The Postfix queue manager implements the analog of the TCP slow
start flow control strategy: when delivering to a site, send a
small number of messages first, then increase the concurrency as
long as all goes well; reduce concurrency in the face of congestion.
-
The
initial_destination_concurrency parameter (default: 5)
controls how many messages are initially sent to the same destination
before adapting delivery concurrency. Of course, this setting is
effective only as long as it does not exceed the process limit and
the destination concurrency limit for the specific mail transport
channel.
-
The
default_destination_concurrency_limit parameter (default:
20) controls how many messages may be sent to the same destination
simultaneously. You can override this setting for specific message
delivery transports by taking the name of the master.cf entry
and appending "_destination_concurrency_limit".
Examples of transport specific concurrency limits are:
-
The
local_destination_concurrency_limit parameter (default:
2) controls how many messages are delivered simultaneously to the
same local recipient. The recommended limit is low because delivery
to the same mailbox must happen sequentially, so massive parallelism
is not useful. Another good reason to limit delivery concurrency
to the same recipient: if the recipient has an expensive shell
command in her .forward file, or if the recipient is a mailing list
manager, you don't want to run too many instances of those processes
the same time.
-
The default
smtp_destination_concurrency_limit of 20 seems
enough to noticeably load a system without bringing it to its knees.
Be careful when changing this to a much larger number.

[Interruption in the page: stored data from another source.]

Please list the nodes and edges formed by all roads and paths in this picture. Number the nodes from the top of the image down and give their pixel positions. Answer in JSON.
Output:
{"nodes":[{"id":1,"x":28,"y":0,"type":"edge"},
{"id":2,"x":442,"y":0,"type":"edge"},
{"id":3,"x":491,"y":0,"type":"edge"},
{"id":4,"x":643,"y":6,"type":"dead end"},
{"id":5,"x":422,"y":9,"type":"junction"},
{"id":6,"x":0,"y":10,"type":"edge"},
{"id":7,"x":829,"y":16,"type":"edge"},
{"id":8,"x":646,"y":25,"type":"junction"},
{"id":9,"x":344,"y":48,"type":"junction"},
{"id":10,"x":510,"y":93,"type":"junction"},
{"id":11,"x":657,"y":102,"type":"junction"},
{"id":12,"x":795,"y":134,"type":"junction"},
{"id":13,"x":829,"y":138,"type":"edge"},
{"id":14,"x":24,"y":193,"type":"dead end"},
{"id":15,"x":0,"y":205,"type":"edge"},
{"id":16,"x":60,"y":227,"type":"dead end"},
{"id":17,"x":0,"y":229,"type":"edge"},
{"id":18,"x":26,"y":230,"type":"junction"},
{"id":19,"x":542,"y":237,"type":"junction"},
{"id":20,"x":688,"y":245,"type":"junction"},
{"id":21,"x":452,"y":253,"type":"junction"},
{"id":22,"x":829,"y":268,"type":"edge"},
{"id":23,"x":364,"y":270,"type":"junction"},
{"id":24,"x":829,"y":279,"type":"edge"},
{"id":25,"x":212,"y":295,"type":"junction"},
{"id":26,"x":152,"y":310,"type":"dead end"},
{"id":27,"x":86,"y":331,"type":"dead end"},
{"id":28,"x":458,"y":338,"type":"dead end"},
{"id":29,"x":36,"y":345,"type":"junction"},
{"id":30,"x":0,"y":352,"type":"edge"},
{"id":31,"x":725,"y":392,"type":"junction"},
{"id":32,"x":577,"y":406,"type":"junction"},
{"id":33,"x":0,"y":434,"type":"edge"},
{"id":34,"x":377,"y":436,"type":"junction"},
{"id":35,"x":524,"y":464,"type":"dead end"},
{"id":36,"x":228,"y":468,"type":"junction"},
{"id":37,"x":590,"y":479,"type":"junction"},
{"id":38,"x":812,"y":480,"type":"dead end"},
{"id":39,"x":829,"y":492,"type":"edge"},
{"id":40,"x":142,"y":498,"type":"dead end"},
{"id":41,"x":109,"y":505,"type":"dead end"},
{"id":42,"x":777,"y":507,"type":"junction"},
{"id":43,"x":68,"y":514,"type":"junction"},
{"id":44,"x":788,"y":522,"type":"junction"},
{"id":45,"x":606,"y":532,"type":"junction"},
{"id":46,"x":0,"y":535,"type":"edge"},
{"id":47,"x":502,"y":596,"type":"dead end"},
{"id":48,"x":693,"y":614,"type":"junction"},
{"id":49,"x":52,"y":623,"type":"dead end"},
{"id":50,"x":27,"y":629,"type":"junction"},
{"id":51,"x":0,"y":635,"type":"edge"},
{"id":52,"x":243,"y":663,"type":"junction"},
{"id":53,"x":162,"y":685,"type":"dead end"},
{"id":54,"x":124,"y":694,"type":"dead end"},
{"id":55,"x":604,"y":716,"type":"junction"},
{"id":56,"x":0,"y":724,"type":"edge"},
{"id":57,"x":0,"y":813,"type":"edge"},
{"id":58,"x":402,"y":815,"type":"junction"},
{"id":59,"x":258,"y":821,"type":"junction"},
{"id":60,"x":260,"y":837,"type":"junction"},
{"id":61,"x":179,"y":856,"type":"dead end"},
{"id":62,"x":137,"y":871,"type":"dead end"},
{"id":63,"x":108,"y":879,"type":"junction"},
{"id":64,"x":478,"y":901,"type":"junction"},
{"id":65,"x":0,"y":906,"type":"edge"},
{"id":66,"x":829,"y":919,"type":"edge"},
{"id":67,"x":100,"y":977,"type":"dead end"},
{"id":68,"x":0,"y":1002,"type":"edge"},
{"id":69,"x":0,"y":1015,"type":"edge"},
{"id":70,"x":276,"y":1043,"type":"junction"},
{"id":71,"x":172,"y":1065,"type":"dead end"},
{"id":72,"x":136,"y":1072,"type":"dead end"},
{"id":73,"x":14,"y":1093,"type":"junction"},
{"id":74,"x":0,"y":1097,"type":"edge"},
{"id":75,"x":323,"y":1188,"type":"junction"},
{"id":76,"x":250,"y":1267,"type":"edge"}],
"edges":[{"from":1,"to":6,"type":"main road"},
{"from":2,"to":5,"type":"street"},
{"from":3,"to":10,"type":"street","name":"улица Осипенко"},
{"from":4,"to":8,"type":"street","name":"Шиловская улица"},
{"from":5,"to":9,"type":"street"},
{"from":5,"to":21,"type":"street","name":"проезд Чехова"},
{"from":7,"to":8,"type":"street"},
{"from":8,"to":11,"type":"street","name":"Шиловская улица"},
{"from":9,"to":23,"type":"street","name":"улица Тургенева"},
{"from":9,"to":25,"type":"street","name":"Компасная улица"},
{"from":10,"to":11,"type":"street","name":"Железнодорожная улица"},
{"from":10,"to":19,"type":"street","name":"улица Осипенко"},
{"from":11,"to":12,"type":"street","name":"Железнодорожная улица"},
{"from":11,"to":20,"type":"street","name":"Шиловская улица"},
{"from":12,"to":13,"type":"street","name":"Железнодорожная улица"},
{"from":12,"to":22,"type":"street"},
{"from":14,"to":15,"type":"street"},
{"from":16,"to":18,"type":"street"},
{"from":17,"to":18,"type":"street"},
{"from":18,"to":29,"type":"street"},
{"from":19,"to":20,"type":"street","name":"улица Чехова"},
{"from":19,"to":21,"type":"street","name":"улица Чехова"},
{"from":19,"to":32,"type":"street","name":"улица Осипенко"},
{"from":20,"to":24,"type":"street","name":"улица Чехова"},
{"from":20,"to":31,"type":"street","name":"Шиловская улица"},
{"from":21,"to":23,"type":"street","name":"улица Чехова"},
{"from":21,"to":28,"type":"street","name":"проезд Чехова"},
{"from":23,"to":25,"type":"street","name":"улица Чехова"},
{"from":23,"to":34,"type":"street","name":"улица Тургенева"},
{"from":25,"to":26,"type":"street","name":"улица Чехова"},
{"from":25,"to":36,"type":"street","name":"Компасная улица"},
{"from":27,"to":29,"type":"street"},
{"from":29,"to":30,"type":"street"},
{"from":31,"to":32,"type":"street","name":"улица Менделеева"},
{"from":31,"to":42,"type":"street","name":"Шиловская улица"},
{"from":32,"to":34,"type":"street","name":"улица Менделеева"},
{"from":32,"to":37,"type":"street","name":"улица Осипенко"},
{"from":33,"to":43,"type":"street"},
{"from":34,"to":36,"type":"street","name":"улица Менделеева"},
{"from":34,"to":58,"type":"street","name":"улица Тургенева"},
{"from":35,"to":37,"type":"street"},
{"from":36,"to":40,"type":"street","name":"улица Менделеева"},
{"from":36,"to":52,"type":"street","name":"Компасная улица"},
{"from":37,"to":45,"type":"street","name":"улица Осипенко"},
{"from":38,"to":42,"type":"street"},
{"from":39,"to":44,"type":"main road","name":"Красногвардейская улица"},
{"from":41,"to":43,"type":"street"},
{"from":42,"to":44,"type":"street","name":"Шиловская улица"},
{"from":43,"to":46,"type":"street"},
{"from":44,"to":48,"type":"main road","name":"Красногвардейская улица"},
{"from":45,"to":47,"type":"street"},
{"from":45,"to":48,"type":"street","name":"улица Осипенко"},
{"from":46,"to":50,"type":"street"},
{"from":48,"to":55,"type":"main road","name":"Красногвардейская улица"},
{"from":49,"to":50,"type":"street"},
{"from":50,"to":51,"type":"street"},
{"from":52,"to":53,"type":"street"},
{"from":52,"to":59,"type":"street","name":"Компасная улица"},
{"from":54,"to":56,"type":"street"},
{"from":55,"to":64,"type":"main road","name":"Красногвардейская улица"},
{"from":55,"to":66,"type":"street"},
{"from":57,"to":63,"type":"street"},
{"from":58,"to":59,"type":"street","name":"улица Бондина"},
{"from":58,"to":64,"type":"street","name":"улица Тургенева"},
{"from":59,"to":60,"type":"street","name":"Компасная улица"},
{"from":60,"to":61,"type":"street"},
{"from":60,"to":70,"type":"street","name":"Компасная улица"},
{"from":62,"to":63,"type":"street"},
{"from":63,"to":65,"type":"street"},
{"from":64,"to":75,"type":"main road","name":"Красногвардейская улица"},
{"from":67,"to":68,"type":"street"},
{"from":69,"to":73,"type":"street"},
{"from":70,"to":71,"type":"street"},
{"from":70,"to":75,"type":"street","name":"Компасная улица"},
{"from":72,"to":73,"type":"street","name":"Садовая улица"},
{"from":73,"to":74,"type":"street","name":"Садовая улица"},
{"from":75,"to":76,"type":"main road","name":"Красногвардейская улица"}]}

The above default values of the concurrency limits work well
in a broad range of situations. Knee-jerk changes to these parameters
in the face of congestion can actually make problems worse.
Specifically, large destination concurrencies should never be the
default. They should be used only for transports that deliver mail
to a small number of high volume domains.
A common situation where high concurrency is called for is on
gateways relaying a high volume of mail from between the Internet
and an intranet mail environment. Approximately half the mail
(assuming equal volumes inbound and outbound) will be destined
for the internal mail hubs. Since the internal mail hubs will be
receiving all external mail exclusively from the gateway, it is
reasonable to configure the gateway to make greater demands on the
capacity of the internal SMTP servers.
The tuning of the inbound concurrency limits need not be trial
and error. A high volume capable mailhub should be able to easily
handle 50 or 100 (rather than the default 20) simultaneous connections,
especially if the gateway forwards to multiple MX hosts. When all
MX hosts are up and accepting connections in a timely fashion,
throughput will be high. If any MX host is down and completely
unresponsive, the average connection latency rises to at least 1/N
* $smtp_connection_timeout, if there are N MX hosts. This limits
throughput to at most the destination concurrency * N /
$smtp_connection_timeout.
For example, with a destination concurrency of 100 and 2 MX
hosts, each host will handle up to 50 simultaneous connections. If
one MX host is down and the default SMTP connection timeout is 30s,
the throughput limit is 100 * 2 / 30 ~= 6 messages per second. This
suggests that high volume destinations with good connectivity and
multiple MX hosts need a lower connection timeout, values as low
as 5s or even 1s can be used to prevent congestion when one or
more, but not all MX hosts are down.
If necessary, set a higher transport_destination_concurrency_limit
(in main.cf since this is a queue manager parameter) and a lower
smtp_connection_timeout (with a "-o" override in master.cf since
this parameter has no per-transport name) for the relay transport
and any transports dedicated for specific high volume destinations.